**DESCRIPTION OF THE TASK**
Could you copy exactly the lines below from the one with "Turn all roads" to the one with "I need the junctions", inclusive, leaving out any pictures?

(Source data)
BEGIN

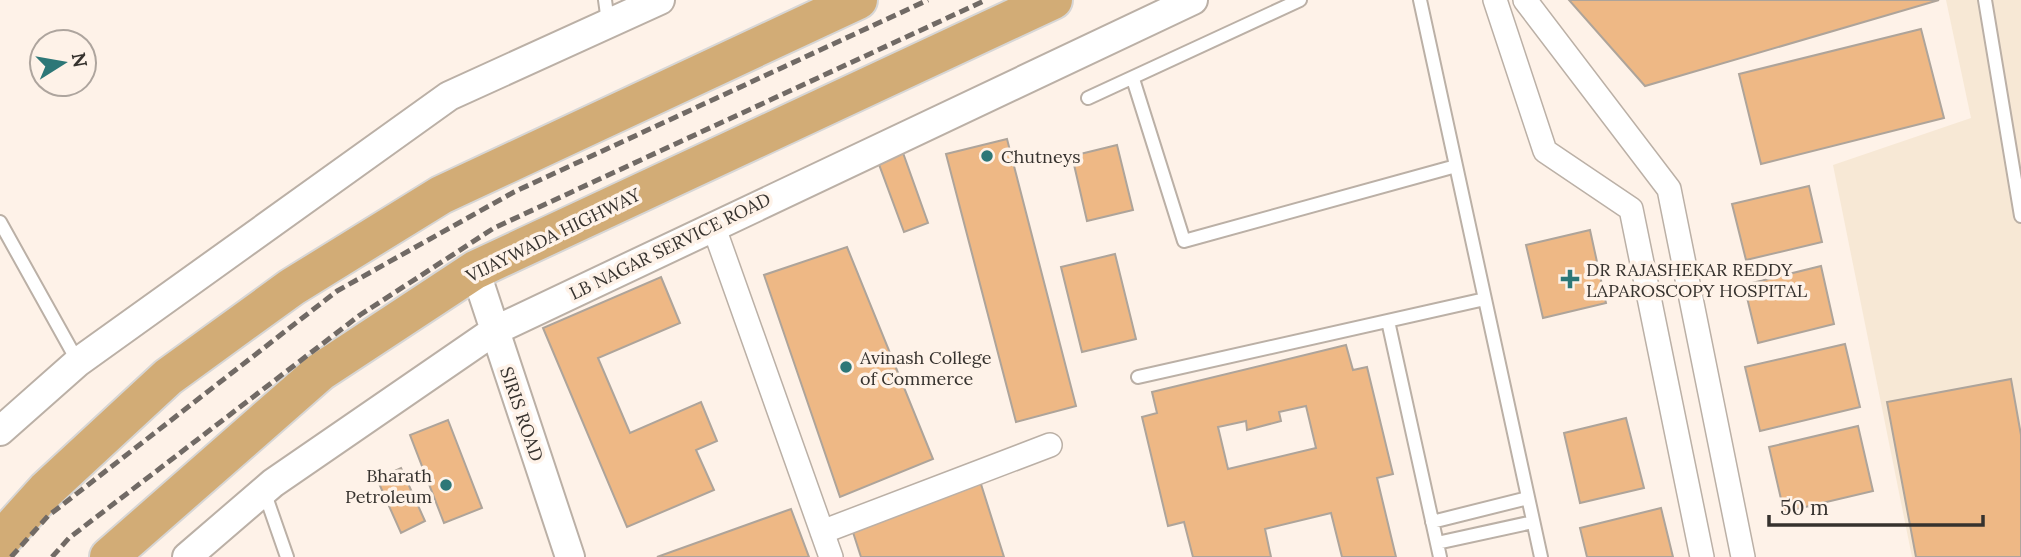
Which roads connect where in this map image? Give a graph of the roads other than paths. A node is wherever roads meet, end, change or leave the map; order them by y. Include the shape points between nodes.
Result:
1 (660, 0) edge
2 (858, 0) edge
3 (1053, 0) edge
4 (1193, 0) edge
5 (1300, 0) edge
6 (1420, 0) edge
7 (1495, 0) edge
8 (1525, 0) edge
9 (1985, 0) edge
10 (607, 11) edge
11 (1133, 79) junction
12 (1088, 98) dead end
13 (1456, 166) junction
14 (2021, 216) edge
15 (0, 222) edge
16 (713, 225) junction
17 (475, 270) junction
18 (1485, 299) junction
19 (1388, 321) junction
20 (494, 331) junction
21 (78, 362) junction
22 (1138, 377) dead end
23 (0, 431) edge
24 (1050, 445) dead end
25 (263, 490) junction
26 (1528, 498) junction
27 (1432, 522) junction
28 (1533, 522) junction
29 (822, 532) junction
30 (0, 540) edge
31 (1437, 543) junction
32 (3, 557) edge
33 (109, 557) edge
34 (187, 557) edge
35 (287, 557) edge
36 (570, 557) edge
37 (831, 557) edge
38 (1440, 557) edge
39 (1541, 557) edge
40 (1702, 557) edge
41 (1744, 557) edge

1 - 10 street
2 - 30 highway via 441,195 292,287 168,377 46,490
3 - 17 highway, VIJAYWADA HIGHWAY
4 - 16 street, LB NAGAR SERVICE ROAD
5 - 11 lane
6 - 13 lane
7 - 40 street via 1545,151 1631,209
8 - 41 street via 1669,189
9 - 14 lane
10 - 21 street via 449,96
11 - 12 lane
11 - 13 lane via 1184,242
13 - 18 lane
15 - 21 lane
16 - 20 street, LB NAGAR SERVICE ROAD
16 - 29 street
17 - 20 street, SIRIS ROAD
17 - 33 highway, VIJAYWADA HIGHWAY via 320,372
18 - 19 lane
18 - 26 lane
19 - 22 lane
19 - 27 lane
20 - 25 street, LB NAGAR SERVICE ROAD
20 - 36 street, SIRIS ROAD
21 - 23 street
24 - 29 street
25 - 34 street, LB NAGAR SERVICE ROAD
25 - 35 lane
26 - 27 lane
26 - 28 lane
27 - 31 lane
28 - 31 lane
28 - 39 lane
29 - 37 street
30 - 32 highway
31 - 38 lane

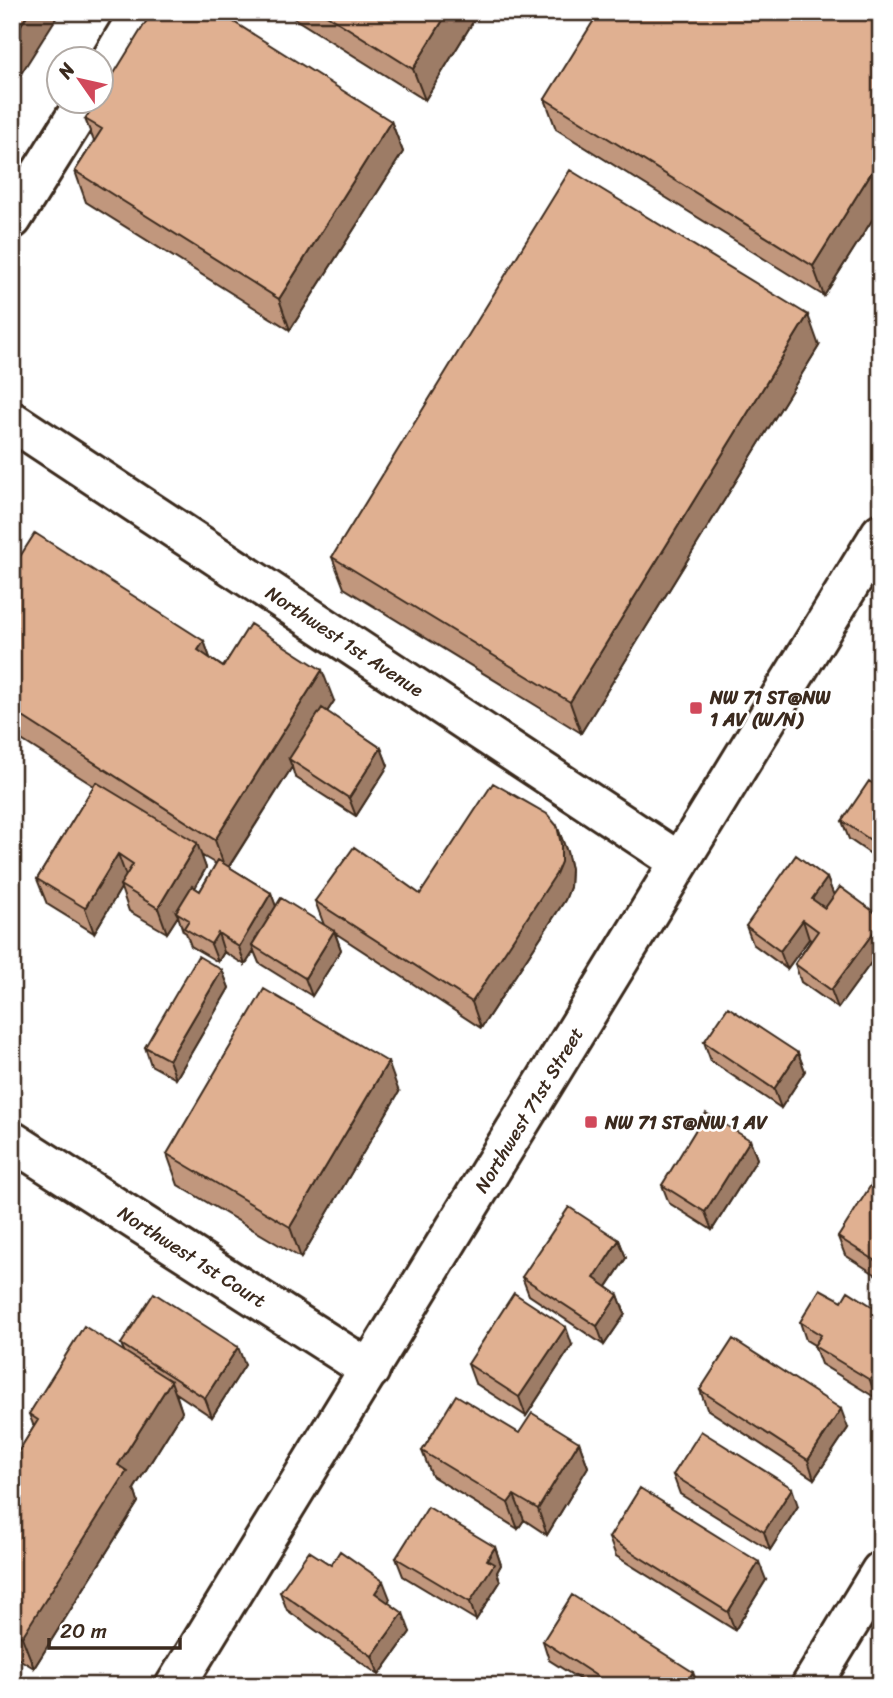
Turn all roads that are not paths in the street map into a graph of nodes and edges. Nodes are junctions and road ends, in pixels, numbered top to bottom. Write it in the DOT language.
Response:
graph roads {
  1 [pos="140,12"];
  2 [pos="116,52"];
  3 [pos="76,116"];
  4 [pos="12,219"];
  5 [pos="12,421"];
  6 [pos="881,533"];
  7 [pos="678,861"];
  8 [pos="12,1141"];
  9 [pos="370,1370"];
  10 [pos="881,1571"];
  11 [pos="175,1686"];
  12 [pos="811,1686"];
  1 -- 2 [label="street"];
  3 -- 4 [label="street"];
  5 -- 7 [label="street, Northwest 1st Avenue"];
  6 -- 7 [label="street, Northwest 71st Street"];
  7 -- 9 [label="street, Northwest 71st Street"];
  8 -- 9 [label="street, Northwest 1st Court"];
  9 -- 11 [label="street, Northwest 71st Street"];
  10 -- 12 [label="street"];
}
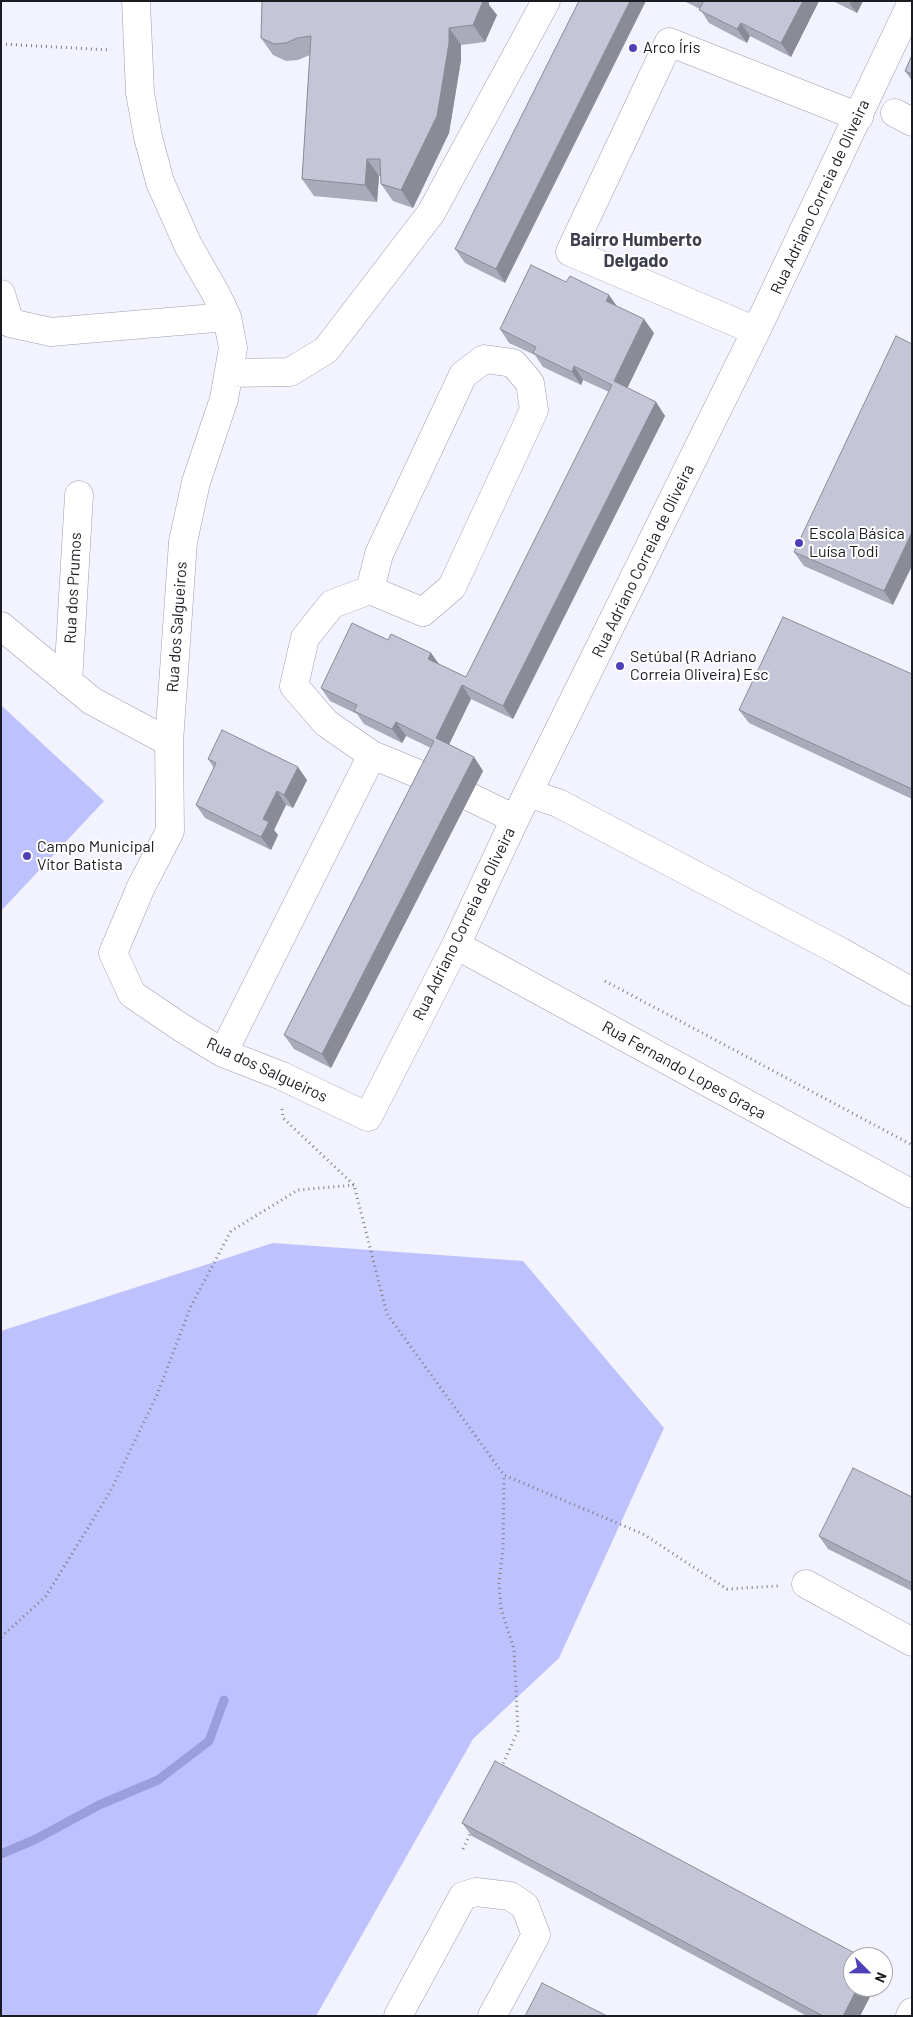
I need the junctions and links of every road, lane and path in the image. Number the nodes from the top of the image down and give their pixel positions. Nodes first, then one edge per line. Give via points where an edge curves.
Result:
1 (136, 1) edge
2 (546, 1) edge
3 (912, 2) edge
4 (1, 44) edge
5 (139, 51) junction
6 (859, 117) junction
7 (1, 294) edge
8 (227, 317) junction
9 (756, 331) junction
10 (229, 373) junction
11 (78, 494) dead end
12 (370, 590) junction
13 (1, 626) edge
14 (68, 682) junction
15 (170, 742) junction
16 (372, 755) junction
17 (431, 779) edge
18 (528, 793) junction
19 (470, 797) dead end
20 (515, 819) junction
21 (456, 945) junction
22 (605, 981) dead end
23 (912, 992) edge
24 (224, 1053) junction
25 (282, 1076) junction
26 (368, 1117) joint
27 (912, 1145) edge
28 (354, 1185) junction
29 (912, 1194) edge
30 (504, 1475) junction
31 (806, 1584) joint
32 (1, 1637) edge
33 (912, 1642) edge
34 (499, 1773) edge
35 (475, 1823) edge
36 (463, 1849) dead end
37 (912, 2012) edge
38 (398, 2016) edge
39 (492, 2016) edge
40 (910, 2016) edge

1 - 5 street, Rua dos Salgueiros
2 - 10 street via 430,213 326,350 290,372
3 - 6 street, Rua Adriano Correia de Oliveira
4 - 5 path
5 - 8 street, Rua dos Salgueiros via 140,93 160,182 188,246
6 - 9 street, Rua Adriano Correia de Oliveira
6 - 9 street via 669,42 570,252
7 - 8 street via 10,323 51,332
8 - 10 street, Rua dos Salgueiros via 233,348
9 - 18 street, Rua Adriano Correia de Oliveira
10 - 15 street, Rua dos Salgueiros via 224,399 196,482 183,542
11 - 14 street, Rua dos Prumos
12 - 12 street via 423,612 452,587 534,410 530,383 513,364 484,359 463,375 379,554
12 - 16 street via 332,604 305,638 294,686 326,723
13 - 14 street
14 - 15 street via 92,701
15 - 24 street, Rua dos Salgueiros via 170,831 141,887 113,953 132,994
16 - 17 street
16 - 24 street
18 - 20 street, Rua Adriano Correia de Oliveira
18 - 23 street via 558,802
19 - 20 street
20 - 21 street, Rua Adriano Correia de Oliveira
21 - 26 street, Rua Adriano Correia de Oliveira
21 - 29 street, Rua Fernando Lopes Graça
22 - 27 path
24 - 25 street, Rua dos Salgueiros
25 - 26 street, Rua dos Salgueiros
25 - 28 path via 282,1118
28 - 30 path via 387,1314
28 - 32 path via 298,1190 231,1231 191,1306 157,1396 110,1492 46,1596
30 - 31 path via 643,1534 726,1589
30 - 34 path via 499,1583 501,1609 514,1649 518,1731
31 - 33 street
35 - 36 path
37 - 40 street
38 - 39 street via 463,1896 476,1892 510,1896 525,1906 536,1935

END

**OUTPUT**
Turn all roads that are not paths in the street map into a graph of nodes and edges. Nodes are junctions and road ends, in pixels, numbered top to bottom. Write it in the DOT language.
Response:
graph roads {
  1 [pos="140,12"];
  2 [pos="116,52"];
  3 [pos="76,116"];
  4 [pos="12,219"];
  5 [pos="12,421"];
  6 [pos="881,533"];
  7 [pos="678,861"];
  8 [pos="12,1141"];
  9 [pos="370,1370"];
  10 [pos="881,1571"];
  11 [pos="175,1686"];
  12 [pos="811,1686"];
  1 -- 2 [label="street"];
  3 -- 4 [label="street"];
  5 -- 7 [label="street, Northwest 1st Avenue"];
  6 -- 7 [label="street, Northwest 71st Street"];
  7 -- 9 [label="street, Northwest 71st Street"];
  8 -- 9 [label="street, Northwest 1st Court"];
  9 -- 11 [label="street, Northwest 71st Street"];
  10 -- 12 [label="street"];
}
I need the junctions and links of every road, lane and path in the image. Number the nodes from the top of the image down and give their pixel positions. Nodes first, then one edge per line. Give via points where an edge curves.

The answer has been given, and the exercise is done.